En 2022, après que nous ayons alerté des institutions en Espagne concernant la vente d’une pièce archéologique volée, le Ministère de la Culture espagnol entama des démarches pour solliciter la restitution du bien à l’Italie, ce qui fut accordé par le Tribunal de Velletri, le 10 avril 2024. Le 10 février 2025, l’objet a ensuite été restitué, lors d’une cérémonie qui s’est déroulée à l’ambassade d’Espagne à Rome (voir les communiqués et les articles dans la presse, le 10 février 2025). À l’occasion de cette restitution et de son retour prochain à Mérida, nous revenons ici sur les circonstances de l’identification de l’objet volé et sur la manière, tout à fait commune, dont le bien volé a pu être vendu.

Photographie de la restitution à l’ambassade d’Espagne à Rome (© Comando Carabinieri per la Tutela del Patrimonio Culturale, publiée dans The Journal of Cultural Heritage Crime, 10 février 2025).

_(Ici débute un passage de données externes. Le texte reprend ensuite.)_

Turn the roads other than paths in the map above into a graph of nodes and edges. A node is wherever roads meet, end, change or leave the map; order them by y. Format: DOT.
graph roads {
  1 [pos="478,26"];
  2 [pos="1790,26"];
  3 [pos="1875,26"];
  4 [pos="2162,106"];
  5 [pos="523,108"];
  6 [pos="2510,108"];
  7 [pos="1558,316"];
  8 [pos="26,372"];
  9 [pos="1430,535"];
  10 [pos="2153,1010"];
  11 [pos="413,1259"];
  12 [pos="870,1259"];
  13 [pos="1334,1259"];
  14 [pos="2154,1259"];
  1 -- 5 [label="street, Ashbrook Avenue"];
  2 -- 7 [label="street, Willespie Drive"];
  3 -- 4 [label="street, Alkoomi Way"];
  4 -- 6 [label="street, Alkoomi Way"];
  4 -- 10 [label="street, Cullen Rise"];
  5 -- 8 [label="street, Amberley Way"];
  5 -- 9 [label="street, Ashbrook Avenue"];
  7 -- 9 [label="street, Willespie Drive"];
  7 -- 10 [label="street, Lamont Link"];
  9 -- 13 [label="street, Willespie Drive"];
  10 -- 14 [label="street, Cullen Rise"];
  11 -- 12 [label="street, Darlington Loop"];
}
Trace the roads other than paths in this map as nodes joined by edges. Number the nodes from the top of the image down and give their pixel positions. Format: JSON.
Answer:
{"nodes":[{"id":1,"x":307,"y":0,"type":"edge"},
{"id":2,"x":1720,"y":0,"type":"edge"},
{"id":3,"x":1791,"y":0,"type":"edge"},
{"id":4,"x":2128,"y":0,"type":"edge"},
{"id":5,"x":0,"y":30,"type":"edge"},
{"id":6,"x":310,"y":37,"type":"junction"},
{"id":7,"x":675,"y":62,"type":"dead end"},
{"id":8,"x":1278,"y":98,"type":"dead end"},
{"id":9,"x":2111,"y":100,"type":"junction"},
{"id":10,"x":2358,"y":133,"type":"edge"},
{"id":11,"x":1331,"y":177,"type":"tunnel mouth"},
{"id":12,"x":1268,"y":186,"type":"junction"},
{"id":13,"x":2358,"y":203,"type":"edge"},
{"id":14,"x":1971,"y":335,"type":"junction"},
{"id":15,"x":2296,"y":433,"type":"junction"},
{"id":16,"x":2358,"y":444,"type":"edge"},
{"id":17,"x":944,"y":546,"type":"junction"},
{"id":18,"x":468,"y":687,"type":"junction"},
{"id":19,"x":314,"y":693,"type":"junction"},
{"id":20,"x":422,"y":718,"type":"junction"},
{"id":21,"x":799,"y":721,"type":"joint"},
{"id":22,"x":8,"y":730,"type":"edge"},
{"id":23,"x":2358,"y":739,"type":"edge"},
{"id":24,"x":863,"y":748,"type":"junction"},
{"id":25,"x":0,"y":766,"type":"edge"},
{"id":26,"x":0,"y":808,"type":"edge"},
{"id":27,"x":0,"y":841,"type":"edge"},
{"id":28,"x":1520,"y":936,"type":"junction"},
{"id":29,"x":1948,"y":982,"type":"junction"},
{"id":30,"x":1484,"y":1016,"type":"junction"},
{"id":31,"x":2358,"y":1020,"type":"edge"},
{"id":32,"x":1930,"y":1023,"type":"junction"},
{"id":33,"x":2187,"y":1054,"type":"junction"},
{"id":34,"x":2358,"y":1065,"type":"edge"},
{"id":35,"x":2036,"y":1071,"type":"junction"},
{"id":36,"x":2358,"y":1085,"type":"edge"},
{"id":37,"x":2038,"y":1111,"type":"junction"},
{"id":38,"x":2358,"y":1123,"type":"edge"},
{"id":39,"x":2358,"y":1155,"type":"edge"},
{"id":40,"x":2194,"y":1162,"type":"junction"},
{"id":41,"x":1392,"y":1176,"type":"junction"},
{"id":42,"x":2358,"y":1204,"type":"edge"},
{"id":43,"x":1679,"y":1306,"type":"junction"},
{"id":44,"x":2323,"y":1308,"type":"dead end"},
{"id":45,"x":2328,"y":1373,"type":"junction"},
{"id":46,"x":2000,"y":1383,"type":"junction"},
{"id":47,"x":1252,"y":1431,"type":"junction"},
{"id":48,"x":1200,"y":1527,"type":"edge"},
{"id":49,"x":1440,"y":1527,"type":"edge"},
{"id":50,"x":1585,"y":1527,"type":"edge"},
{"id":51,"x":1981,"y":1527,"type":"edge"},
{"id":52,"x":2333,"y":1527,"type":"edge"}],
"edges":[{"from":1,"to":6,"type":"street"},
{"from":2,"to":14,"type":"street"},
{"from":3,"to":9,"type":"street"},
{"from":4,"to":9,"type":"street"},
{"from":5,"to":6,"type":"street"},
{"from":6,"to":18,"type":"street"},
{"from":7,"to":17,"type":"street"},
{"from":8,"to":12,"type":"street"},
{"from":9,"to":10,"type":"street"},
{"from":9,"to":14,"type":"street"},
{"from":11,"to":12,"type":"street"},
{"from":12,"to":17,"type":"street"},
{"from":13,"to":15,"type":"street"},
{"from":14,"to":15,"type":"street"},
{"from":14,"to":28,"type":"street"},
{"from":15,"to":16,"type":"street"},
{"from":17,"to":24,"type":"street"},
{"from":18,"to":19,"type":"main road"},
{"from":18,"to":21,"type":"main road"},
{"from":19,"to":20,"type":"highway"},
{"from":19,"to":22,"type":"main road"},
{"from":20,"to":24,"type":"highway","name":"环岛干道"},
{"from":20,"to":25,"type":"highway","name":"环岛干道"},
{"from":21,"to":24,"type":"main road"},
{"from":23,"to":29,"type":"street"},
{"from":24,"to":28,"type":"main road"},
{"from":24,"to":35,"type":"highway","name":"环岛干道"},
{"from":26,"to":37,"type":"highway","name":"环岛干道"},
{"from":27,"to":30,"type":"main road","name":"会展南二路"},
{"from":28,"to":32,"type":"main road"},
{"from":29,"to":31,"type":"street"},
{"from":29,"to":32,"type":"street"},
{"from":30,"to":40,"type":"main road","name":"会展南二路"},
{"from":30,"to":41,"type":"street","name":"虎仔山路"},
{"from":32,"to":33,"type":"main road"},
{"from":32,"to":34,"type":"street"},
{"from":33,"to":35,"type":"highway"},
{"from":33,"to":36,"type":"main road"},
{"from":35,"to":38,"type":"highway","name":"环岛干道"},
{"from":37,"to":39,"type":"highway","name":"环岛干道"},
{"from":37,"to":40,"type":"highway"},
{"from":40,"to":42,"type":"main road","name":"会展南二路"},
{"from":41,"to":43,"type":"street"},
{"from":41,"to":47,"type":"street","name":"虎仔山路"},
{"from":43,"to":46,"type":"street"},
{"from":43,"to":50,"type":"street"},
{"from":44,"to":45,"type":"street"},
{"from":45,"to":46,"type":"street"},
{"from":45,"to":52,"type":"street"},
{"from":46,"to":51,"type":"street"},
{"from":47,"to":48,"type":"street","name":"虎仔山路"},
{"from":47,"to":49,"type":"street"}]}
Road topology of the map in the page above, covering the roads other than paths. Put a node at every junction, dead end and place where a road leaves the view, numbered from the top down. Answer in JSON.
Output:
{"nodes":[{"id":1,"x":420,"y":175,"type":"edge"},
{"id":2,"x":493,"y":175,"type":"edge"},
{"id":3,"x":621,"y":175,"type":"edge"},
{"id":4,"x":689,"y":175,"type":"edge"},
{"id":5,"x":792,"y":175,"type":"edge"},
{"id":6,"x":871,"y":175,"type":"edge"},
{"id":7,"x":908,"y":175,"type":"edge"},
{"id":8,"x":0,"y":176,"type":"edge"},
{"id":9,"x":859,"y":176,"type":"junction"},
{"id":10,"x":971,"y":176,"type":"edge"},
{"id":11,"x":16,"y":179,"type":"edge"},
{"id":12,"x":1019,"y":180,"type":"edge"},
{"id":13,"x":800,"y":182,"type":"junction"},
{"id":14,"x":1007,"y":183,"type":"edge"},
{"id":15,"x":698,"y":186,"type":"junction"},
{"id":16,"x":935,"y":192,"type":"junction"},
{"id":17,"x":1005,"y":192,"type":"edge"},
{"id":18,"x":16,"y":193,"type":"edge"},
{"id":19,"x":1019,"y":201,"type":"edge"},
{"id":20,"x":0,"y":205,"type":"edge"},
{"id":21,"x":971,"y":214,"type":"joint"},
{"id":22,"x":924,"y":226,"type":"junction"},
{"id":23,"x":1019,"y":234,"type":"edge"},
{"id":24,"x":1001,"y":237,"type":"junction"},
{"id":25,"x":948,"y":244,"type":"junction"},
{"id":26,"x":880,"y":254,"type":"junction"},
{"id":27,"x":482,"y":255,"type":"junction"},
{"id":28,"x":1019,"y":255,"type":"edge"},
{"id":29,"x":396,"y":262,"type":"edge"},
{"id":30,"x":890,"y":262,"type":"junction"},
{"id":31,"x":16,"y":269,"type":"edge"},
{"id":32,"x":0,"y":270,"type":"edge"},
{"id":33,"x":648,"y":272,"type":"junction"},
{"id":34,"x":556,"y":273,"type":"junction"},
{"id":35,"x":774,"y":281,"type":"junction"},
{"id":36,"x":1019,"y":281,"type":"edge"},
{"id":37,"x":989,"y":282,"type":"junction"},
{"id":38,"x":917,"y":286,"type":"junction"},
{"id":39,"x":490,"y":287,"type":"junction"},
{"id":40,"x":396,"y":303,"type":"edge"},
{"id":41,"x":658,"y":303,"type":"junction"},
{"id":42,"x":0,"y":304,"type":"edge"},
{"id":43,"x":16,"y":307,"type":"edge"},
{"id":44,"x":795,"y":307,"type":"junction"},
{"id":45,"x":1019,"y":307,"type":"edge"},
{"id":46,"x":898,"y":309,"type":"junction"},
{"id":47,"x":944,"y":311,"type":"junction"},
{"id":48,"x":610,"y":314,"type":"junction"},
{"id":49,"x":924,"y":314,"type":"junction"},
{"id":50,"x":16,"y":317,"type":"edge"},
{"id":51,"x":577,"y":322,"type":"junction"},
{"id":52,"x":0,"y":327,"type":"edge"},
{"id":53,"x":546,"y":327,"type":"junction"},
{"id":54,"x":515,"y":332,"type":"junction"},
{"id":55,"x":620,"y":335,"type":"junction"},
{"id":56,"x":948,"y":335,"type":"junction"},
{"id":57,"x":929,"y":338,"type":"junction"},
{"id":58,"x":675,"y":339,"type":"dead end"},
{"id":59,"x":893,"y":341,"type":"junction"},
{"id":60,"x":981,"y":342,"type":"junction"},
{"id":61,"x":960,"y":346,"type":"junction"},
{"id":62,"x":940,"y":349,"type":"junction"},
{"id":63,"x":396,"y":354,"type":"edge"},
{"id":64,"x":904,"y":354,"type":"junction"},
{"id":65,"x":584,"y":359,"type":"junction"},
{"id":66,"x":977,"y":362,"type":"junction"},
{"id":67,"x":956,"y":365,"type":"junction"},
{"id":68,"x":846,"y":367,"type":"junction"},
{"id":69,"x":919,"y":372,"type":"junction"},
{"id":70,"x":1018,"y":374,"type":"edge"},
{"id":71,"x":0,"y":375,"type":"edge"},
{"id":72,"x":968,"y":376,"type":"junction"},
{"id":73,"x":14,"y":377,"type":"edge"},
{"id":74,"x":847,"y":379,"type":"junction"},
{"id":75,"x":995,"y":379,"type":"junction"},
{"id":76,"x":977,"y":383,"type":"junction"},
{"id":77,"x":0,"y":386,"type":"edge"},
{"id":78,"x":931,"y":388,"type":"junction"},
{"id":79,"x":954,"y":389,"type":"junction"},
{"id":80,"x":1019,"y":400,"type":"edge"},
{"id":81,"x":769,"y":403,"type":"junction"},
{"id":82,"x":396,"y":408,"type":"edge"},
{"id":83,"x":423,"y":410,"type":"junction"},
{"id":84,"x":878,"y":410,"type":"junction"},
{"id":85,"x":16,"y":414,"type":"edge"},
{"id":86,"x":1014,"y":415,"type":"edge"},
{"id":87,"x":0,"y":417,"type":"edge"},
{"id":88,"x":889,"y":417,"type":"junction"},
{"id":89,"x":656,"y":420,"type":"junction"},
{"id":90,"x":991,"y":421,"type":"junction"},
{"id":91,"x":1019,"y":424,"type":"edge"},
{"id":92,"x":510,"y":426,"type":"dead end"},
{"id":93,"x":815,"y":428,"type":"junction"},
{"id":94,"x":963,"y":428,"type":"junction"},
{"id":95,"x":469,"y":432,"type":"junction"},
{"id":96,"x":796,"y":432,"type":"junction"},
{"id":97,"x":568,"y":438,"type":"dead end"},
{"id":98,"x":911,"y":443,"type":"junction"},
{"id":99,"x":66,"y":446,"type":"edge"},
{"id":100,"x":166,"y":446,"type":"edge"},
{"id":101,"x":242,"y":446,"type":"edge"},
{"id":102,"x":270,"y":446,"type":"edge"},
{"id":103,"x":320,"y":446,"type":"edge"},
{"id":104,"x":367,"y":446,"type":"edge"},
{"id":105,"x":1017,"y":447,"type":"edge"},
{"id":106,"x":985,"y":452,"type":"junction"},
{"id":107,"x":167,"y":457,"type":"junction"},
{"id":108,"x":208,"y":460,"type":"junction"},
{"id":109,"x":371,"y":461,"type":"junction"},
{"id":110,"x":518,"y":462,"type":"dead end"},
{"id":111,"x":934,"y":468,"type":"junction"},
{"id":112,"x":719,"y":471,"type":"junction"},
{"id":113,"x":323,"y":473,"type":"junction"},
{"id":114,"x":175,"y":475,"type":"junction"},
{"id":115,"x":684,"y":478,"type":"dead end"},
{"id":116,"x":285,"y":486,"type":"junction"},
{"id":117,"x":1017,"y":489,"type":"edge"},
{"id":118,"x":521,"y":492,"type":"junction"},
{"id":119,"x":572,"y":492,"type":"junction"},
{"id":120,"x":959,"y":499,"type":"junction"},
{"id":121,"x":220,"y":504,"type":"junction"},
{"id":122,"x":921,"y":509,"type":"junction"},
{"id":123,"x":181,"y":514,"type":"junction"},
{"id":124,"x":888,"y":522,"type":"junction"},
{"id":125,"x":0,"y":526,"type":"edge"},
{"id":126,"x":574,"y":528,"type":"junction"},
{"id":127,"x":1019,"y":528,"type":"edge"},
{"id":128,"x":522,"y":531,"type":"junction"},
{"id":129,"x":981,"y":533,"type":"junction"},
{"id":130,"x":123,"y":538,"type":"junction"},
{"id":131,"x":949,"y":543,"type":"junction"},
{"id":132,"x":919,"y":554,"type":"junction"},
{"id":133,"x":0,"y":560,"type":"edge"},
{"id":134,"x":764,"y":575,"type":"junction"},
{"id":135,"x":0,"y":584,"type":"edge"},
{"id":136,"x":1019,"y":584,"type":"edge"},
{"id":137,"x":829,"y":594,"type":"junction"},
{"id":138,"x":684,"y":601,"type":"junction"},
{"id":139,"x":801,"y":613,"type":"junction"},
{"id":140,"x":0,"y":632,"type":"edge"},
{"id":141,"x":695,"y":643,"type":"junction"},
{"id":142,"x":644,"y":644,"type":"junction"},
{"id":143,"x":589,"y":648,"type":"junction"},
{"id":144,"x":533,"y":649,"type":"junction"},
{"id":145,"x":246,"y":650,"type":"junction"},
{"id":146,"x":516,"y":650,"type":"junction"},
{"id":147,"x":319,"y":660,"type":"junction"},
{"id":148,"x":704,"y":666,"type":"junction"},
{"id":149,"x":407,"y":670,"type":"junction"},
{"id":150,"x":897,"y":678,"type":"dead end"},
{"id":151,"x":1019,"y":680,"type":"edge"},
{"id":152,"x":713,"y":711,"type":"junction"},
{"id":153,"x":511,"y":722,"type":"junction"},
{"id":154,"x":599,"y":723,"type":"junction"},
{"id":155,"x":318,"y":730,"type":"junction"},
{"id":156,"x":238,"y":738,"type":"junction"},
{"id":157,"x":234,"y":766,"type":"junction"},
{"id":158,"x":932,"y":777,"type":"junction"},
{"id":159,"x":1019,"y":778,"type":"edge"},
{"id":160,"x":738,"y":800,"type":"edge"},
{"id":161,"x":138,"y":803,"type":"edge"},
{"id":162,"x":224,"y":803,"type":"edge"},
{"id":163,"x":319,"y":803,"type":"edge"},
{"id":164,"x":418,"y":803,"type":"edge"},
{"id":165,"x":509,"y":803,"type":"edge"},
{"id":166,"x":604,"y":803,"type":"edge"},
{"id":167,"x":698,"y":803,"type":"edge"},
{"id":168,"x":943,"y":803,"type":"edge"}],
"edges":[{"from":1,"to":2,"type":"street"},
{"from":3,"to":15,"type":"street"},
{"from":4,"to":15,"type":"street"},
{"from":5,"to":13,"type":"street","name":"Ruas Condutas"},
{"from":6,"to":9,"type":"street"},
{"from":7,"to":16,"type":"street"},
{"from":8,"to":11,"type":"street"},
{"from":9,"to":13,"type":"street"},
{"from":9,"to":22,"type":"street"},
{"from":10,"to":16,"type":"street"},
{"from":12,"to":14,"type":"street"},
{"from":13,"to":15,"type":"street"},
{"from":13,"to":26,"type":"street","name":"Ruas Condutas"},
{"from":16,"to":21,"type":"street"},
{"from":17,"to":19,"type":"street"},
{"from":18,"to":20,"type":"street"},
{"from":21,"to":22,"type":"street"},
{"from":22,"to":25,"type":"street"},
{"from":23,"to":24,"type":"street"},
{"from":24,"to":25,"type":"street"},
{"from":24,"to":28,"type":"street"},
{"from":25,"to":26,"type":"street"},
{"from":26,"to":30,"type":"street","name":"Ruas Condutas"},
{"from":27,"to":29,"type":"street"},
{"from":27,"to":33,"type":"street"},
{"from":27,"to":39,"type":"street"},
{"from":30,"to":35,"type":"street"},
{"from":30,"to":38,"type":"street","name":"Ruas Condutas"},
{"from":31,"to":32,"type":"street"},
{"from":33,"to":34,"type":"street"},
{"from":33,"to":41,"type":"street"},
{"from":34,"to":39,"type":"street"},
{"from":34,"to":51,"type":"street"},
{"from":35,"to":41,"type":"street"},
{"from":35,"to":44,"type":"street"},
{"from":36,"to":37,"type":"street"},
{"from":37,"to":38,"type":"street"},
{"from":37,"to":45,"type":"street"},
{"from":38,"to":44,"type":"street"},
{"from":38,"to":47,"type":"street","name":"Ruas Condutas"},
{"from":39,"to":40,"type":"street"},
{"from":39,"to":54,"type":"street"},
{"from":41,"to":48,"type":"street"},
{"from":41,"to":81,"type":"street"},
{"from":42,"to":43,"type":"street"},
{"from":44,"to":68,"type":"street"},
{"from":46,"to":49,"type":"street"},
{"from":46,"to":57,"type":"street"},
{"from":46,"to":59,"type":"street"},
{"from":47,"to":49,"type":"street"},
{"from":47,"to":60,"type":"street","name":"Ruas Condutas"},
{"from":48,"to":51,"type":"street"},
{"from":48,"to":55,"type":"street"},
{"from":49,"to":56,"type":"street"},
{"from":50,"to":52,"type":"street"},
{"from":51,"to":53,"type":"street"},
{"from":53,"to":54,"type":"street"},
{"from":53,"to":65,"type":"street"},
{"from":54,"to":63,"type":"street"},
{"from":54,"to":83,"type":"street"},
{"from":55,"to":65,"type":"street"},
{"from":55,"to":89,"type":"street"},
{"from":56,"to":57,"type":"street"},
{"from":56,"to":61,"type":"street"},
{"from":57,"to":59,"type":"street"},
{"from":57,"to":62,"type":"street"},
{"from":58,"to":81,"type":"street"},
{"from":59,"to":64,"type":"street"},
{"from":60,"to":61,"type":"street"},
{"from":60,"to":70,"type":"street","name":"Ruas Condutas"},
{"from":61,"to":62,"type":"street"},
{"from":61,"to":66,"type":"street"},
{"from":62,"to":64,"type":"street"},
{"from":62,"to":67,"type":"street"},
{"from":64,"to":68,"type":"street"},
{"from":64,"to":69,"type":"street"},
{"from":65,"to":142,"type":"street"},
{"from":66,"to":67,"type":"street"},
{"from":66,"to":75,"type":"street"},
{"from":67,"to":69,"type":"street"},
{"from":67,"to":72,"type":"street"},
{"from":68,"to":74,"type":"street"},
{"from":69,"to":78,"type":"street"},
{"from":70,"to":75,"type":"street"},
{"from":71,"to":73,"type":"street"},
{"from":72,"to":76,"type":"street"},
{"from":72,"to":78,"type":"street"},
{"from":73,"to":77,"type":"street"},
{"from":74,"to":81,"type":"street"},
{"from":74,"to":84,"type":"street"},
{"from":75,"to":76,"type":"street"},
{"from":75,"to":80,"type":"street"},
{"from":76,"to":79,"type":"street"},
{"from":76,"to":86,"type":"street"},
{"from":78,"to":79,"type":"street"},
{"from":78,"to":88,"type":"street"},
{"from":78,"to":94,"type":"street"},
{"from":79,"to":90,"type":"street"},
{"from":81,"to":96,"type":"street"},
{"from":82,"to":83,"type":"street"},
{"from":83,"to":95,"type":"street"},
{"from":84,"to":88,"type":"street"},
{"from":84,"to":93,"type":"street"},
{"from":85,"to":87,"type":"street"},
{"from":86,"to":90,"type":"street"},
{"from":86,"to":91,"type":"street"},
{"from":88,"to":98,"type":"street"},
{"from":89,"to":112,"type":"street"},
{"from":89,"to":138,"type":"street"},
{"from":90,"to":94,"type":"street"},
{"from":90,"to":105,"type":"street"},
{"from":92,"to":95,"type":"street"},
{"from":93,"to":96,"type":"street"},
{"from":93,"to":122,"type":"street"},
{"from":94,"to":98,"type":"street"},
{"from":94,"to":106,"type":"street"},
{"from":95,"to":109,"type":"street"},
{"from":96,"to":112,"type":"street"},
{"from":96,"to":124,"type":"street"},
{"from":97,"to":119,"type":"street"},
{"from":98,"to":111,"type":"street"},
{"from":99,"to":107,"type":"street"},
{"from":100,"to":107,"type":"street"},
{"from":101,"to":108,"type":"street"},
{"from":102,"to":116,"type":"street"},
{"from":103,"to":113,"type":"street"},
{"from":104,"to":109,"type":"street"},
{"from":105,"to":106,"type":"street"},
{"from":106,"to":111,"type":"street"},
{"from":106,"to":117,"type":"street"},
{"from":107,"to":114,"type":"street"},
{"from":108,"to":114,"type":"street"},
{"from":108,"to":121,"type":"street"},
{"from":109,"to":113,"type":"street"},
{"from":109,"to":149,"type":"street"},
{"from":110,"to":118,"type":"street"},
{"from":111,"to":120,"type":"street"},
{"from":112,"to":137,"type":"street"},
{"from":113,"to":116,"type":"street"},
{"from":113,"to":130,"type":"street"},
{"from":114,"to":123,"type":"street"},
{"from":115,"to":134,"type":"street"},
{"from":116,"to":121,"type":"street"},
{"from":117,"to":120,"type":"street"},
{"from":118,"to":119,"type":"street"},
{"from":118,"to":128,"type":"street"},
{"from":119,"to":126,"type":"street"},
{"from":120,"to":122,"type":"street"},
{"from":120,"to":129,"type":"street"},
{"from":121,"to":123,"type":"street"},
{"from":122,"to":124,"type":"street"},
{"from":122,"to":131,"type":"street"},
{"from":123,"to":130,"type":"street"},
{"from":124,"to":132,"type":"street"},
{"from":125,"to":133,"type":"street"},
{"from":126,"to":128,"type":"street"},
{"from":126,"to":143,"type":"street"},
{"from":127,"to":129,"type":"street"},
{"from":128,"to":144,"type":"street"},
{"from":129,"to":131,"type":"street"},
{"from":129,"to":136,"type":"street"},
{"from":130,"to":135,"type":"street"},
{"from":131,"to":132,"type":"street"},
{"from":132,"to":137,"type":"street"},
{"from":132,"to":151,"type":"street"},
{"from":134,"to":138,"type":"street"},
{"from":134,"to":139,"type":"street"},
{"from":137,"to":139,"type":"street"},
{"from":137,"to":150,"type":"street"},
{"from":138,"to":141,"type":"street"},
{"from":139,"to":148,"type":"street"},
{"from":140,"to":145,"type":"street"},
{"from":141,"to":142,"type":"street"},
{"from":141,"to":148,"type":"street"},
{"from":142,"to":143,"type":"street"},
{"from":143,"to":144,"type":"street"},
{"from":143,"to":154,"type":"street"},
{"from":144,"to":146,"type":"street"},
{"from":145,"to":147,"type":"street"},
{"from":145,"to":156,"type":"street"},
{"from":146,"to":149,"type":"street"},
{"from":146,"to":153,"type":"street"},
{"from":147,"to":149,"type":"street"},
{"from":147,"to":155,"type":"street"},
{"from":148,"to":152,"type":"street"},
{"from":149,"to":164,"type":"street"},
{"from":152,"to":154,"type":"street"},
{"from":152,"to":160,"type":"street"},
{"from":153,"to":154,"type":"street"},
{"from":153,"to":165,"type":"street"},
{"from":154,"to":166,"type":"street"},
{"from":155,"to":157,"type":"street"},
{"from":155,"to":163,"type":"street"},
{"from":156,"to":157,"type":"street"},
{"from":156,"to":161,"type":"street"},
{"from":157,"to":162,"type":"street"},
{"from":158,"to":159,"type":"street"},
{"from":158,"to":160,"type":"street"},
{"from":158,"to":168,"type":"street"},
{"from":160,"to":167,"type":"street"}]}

Travail de recherche exploratoire sur le marché de l’art à partir de janvier 2022

À partir de janvier 2022, nous avons commencé à suivre des ventes afin de voir dans quelle mesure il serait ou non pertinent d’intégrer des objets du marché de l’art à nos recherches sur des objets romains, qui, depuis deux décennies, concernent les provenances, mais pour des pièces conservées dans des musées ou dans des réserves archéologiques. Nous pensions que des objets du marché de l’art pouvaient éclairer d’un jour nouveau des provenances sur des objets archéologiques de nos musées et inversement. Nous nous demandions par ailleurs s’il serait possible d’identifier sur le marché des objets « perdus » pour les scientifiques (dont les pièces volées ne constituent qu’une partie). La réponse est positive et, depuis, nous avons largement expérimenté toute la pertinence d’entreprendre des recherches de provenance globales qui intègrent tant les collections publiques que privées et qui permettent de reconnecter un objet avec des données bibliographiques ou d’archives ou avec un autre objet1. Si notre intérêt premier concerne les musées archéologiques de Lyon et de Vienne, en partant des objets du marché de l’art nous avons fait des liens avec des collections d’autres musées, en France comme à l’étranger. Nous nous intéressons principalement aux pièces lapidaires gréco-romaines, sans nous interdire pour autant des recherches sur d’autres mobiliers (exemple avec les plaques du palais de Ghazni en Afghanistan).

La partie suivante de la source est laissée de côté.